I have tried to prove that $9^n - 4^n \equiv 0 \pmod{5}$.
At first I started out with considering the cases when $n$ is even and when it's odd and then show that the resulting expressions are congruent with $0 \pmod{5}$, but i think the proof can be shortened even further:
$$ 9^n - 4^n \equiv (-1)^n - (-1)^n $$
No matter what value $n$ takes, $a - a = 0$ for all $a$, QED.
Is this reasoning solid?
On
Your second proof is of course much better. It's actually enough to notice that $4=9\, ( \text{mod } 5)$ hence their n-th powers must also be equal.
On
This is a consequence of the identity $$ a^n-b^n = (a-b)(a^{n-1}+a^{n-2}b + \cdots + ab^{n-1}+b^{n-2}) $$
It also follows from the binomial theorem.

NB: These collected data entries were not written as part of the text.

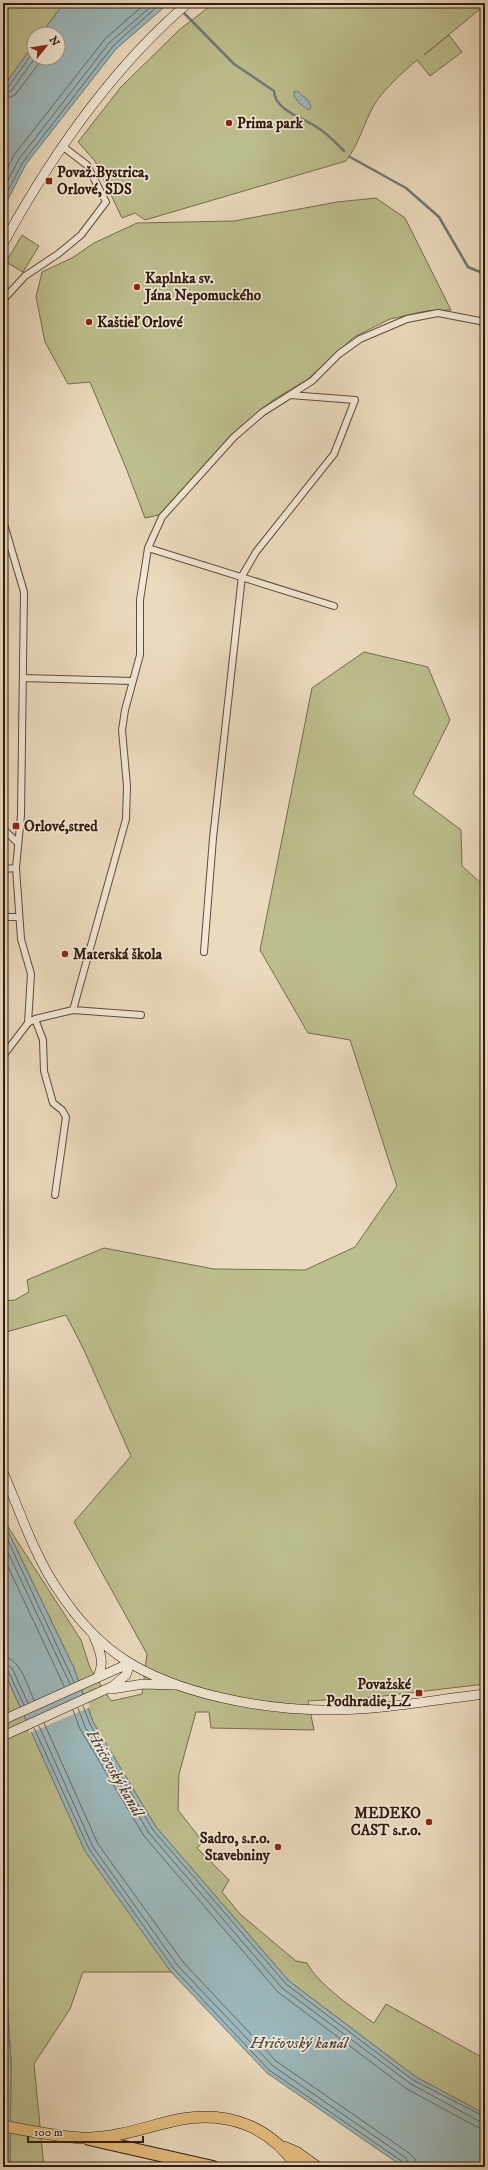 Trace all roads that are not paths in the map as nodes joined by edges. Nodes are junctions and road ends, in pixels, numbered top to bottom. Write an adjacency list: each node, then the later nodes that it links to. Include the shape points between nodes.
1 (188, 3): 2 (main road, via 112,81)
2 (62, 146): 3 (main road); 4 (street, via 87,165 106,202 77,238 25,276)
3 (3, 244)
4 (3, 300)
5 (485, 322): 6 (street, via 438,313 407,319 355,343 339,354 312,381)
6 (290, 395): 8 (street, via 263,412 234,436 162,517); 9 (street, via 355,400 334,454 256,552)
7 (3, 521): 11 (street, via 24,592)
8 (148, 548): 9 (street); 12 (street, via 140,600 140,655)
9 (242, 576): 10 (street); 19 (street, via 214,830)
10 (334, 606)
11 (23, 678): 12 (street); 14 (street, via 22,815)
12 (132, 681): 20 (street, via 122,730 127,786 126,819)
13 (3, 829): 14 (street)
14 (18, 843): 15 (street)
15 (16, 868): 16 (street); 17 (street)
16 (3, 869)
17 (18, 917): 18 (street); 23 (street, via 31,974)
18 (3, 918)
19 (204, 952)
20 (73, 1010): 21 (street); 22 (street)
21 (141, 1015)
22 (35, 1019): 23 (street); 25 (street, via 43,1040 44,1071 53,1103 62,1110 66,1118)
23 (28, 1023): 24 (street)
24 (3, 1056)
25 (55, 1195)
26 (3, 1472): 27 (main road, via 37,1552 54,1584)
27 (91, 1630): 28 (main road); 29 (main road, via 102,1661 101,1670)
28 (130, 1663): 29 (main road); 30 (main road); 31 (main road, via 126,1675)
29 (93, 1679): 33 (main road)
30 (180, 1685): 31 (main road, via 143,1684); 32 (main road, via 243,1702 322,1710 376,1707)
31 (100, 1693): 34 (main road)
32 (485, 1694)
33 (3, 1720)
34 (3, 1736)
35 (3, 2126): 36 (highway)
36 (89, 2138): 37 (highway, via 123,2134 181,2120 211,2116 231,2118 248,2125 265,2133); 38 (highway)
37 (280, 2145): 39 (highway); 40 (highway, via 296,2152)
38 (214, 2167)
39 (297, 2167)
40 (316, 2167) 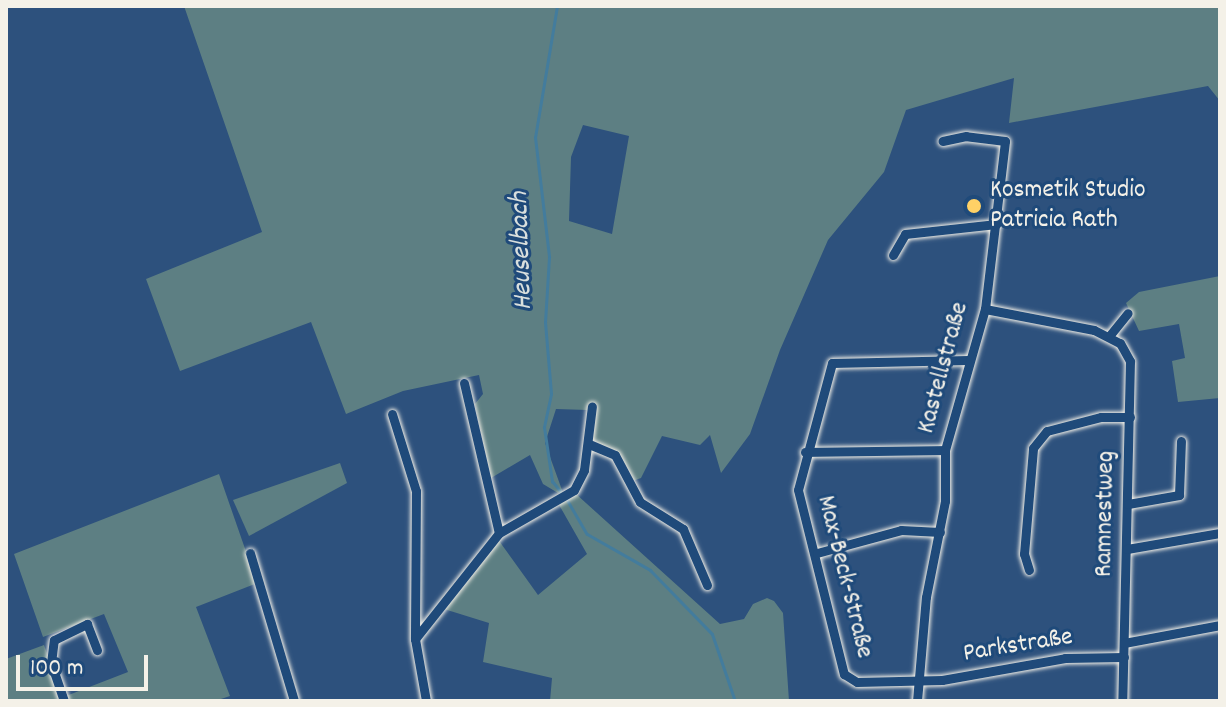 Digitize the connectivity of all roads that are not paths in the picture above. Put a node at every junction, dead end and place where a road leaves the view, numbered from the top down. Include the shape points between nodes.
1 (943, 141) dead end
2 (996, 224) junction
3 (893, 255) dead end
4 (985, 309) junction
5 (1128, 313) dead end
6 (1110, 335) junction
7 (968, 360) junction
8 (464, 383) dead end
9 (592, 406) dead end
10 (392, 414) dead end
11 (1130, 417) junction
12 (1181, 441) dead end
13 (589, 444) junction
14 (945, 450) junction
15 (805, 452) junction
16 (1128, 504) junction
17 (940, 532) junction
18 (499, 533) junction
19 (1220, 533) edge
20 (1127, 549) junction
21 (250, 553) dead end
22 (817, 553) junction
23 (1029, 570) dead end
24 (707, 585) dead end
25 (1220, 625) edge
26 (415, 639) junction
27 (1124, 643) junction
28 (97, 650) dead end
29 (1124, 657) junction
30 (919, 680) junction
31 (64, 701) edge
32 (294, 701) edge
33 (426, 701) edge
34 (917, 701) edge
35 (1122, 701) edge

1 - 2 street, Kastellstraße via 966,136 1005,141
2 - 3 street via 905,234
2 - 4 street, Kastellstraße
4 - 6 street
4 - 7 street, Kastellstraße
5 - 6 street
6 - 11 street, Ramnestweg via 1130,361
7 - 14 street, Kastellstraße
7 - 15 street, Max-Beck-Straße via 832,363
8 - 18 street
9 - 13 street
10 - 26 street via 416,491
11 - 16 street, Ramnestweg
11 - 23 street via 1101,417 1047,431 1033,448 1024,554
12 - 16 street via 1179,495
13 - 18 street via 574,490
13 - 24 street via 615,455 640,502 683,529
14 - 15 street
14 - 17 street, Kastellstraße
15 - 22 street, Max-Beck-Straße via 798,490
16 - 20 street, Ramnestweg
17 - 22 street via 901,530
17 - 30 street, Kastellstraße via 926,597
18 - 26 street
19 - 20 street
20 - 27 street, Ramnestweg
21 - 32 street
22 - 30 street, Max-Beck-Straße via 844,674 857,682
25 - 27 street
26 - 33 street
27 - 29 street, Ramnestweg
28 - 31 street via 87,624 54,640 51,663
29 - 30 street, Parkstraße via 1065,658
29 - 35 street, Ramnestweg
30 - 34 street, Kastellstraße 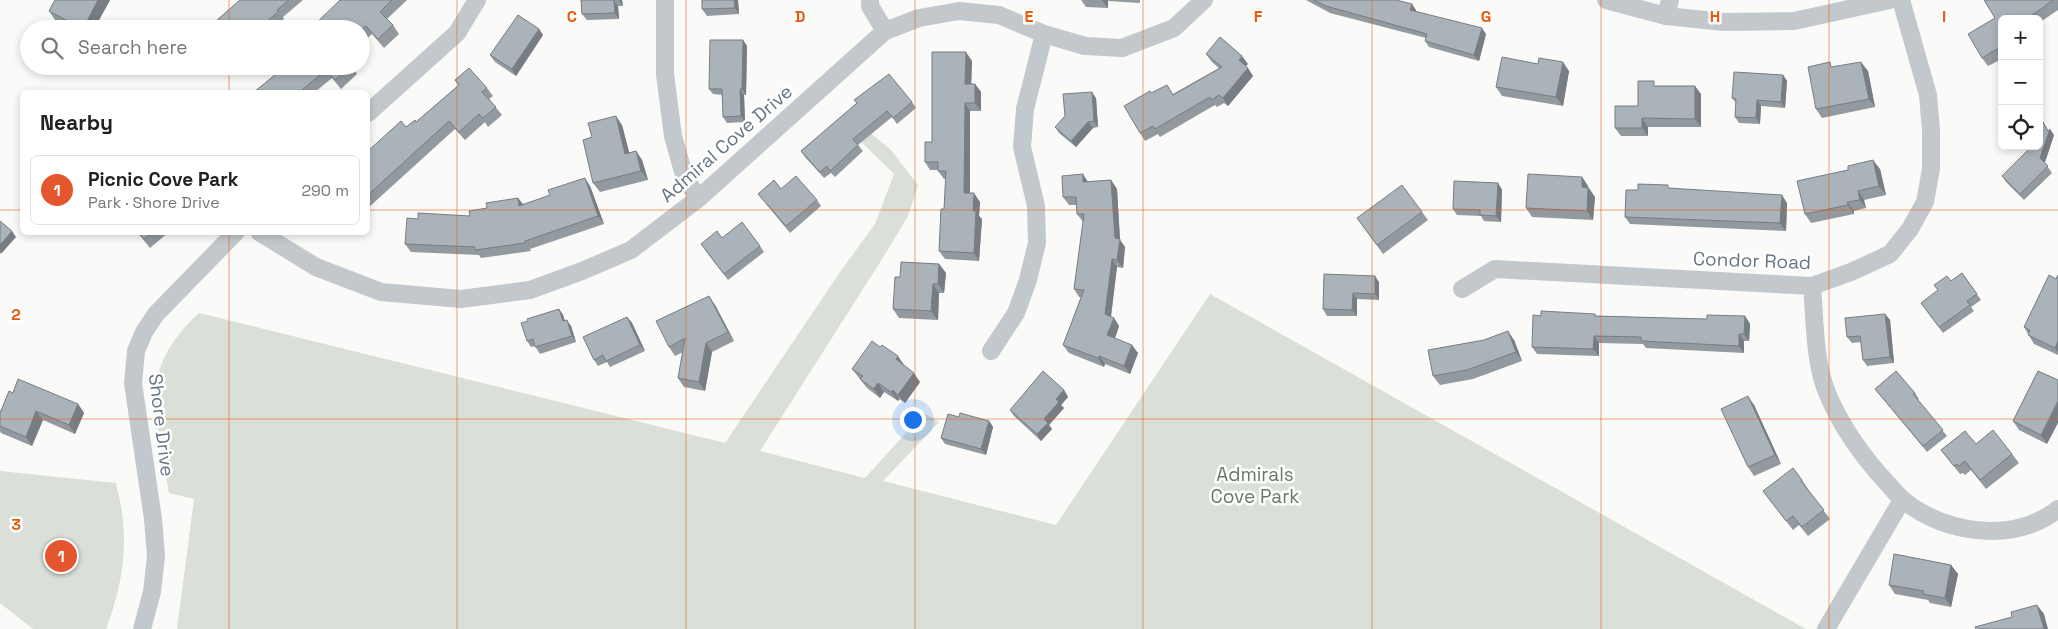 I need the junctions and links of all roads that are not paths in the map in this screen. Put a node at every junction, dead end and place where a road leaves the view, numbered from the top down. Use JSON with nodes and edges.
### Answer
{"nodes":[{"id":1,"x":477,"y":0,"type":"edge"},
{"id":2,"x":665,"y":0,"type":"edge"},
{"id":3,"x":870,"y":0,"type":"edge"},
{"id":4,"x":1204,"y":0,"type":"edge"},
{"id":5,"x":1606,"y":0,"type":"edge"},
{"id":6,"x":1890,"y":0,"type":"edge"},
{"id":7,"x":1901,"y":0,"type":"edge"},
{"id":8,"x":1668,"y":8,"type":"edge"},
{"id":9,"x":885,"y":31,"type":"junction"},
{"id":10,"x":1044,"y":34,"type":"junction"},
{"id":11,"x":370,"y":112,"type":"edge"},
{"id":12,"x":699,"y":198,"type":"junction"},
{"id":13,"x":233,"y":235,"type":"edge"},
{"id":14,"x":264,"y":235,"type":"edge"},
{"id":15,"x":1812,"y":286,"type":"junction"},
{"id":16,"x":1462,"y":289,"type":"dead end"},
{"id":17,"x":991,"y":351,"type":"dead end"},
{"id":18,"x":1902,"y":500,"type":"junction"},
{"id":19,"x":2058,"y":509,"type":"edge"},
{"id":20,"x":142,"y":629,"type":"edge"},
{"id":21,"x":1826,"y":629,"type":"edge"}],
"edges":[{"from":1,"to":11,"type":"street"},
{"from":2,"to":12,"type":"street"},
{"from":3,"to":9,"type":"street"},
{"from":4,"to":10,"type":"street","name":"Admiral Cove Drive"},
{"from":5,"to":8,"type":"street"},
{"from":6,"to":8,"type":"street"},
{"from":7,"to":15,"type":"street","name":"Condor Road"},
{"from":9,"to":10,"type":"street","name":"Admiral Cove Drive"},
{"from":9,"to":12,"type":"street","name":"Admiral Cove Drive"},
{"from":10,"to":17,"type":"street"},
{"from":12,"to":14,"type":"street","name":"Admiral Cove Drive"},
{"from":13,"to":20,"type":"street","name":"Shore Drive"},
{"from":15,"to":16,"type":"street","name":"Condor Road"},
{"from":15,"to":18,"type":"street"},
{"from":18,"to":19,"type":"street"},
{"from":18,"to":21,"type":"street"}]} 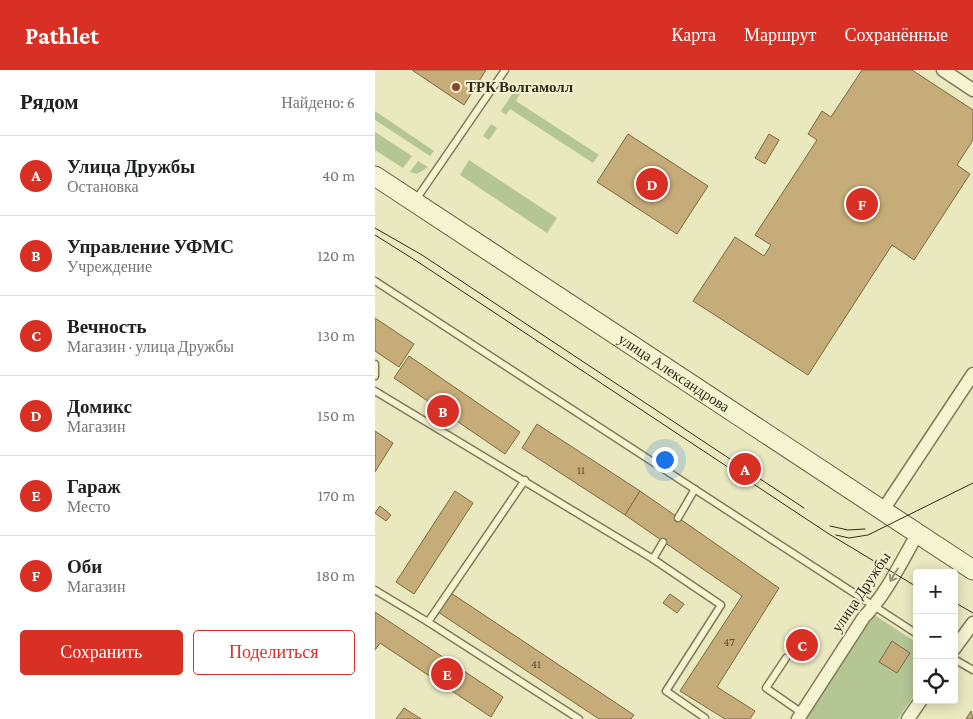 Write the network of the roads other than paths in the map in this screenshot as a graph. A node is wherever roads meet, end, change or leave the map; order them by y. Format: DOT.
graph roads {
  1 [pos="505,70"];
  2 [pos="943,70"];
  3 [pos="973,90"];
  4 [pos="375,176"];
  5 [pos="415,201"];
  6 [pos="375,281"];
  7 [pos="375,364"];
  8 [pos="973,374"];
  9 [pos="375,376"];
  10 [pos="375,391"];
  11 [pos="525,480"];
  12 [pos="695,489"];
  13 [pos="883,510"];
  14 [pos="678,518"];
  15 [pos="918,533"];
  16 [pos="663,542"];
  17 [pos="653,559"];
  18 [pos="973,570"];
  19 [pos="375,590"];
  20 [pos="874,606"];
  21 [pos="428,622"];
  22 [pos="973,623"];
  23 [pos="913,631"];
  24 [pos="958,644"];
  25 [pos="786,658"];
  26 [pos="958,661"];
  27 [pos="973,670"];
  28 [pos="918,704"];
  29 [pos="800,716"];
  30 [pos="579,719"];
  31 [pos="705,719"];
  32 [pos="908,719"];
  1 -- 5 [label="lane"];
  2 -- 3 [label="street"];
  4 -- 5 [label="main road, улица Александрова"];
  5 -- 13 [label="main road, улица Александрова"];
  6 -- 12 [label="lane"];
  7 -- 9 [label="lane"];
  8 -- 13 [label="street"];
  10 -- 11 [label="lane"];
  11 -- 17 [label="lane"];
  11 -- 21 [label="lane"];
  12 -- 14 [label="lane"];
  12 -- 20 [label="lane"];
  13 -- 15 [label="main road, улица Александрова"];
  15 -- 18 [label="main road, улица Александрова"];
  15 -- 20 [label="street, улица Дружбы, one-way"];
  16 -- 17 [label="lane"];
  17 -- 31 [label="lane"];
  19 -- 21 [label="lane"];
  20 -- 23 [label="lane"];
  20 -- 29 [label="street, улица Дружбы"];
  21 -- 30 [label="lane"];
  22 -- 24 [label="street"];
  25 -- 29 [label="lane"];
  26 -- 27 [label="lane"];
  28 -- 32 [label="street"];
}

Take $d=a-b$. Then $d$ divides $a^n-b^n$ because $$ a^n = (d+b)^n = du+b^n $$ for some integer $u$.
The identity above gives $u$ explicitly but this is not needed to prove that $d$ divides $a^n-b^n$.
On
You can prove this by induction.
First, show that this is true for $n=1$:
$9^{1}-4^{1}=5$
Second, assume that this is true for $n$:
$9^{n}-4^{n}=5k$
Third, prove that this is true for $n+1$:
$9^{n+1}-4^{n+1}=$
$9\cdot9^{n}-4\cdot4^{n}=$
$5\cdot9^{n}+4\cdot9^{n}-4\cdot4^{n}=$
$5\cdot9^{n}+4\cdot(\color\red{9^{n}-4^{n}})=$
$5\cdot9^{n}+4\cdot\color\red{5k}=$
$5\cdot(9^{n}+4k)$
Please note that the assumption is used only in the part marked red.
Yes, your proof is valid.
But if in general one wishes to prove $a^n - b^n \equiv 0 \mod (a - b)$ ....
Well, $a - b \equiv 0 \mod (a-b)$
$a \equiv b \mod(a-b)$
$a^n \equiv b^n \mod(a-b)$
$a^n - b^n \equiv 0 \mod(a-b)$
Yeah, your proof is good... Really good.
Ultimately one will want to show $(a -b)\sum_{i=0}^{n-1} a^ib^{n-i-1} = a^n - b^n$. (i.e. not merely the divisor but that quotient as well.) But in the meantime your proof is slick.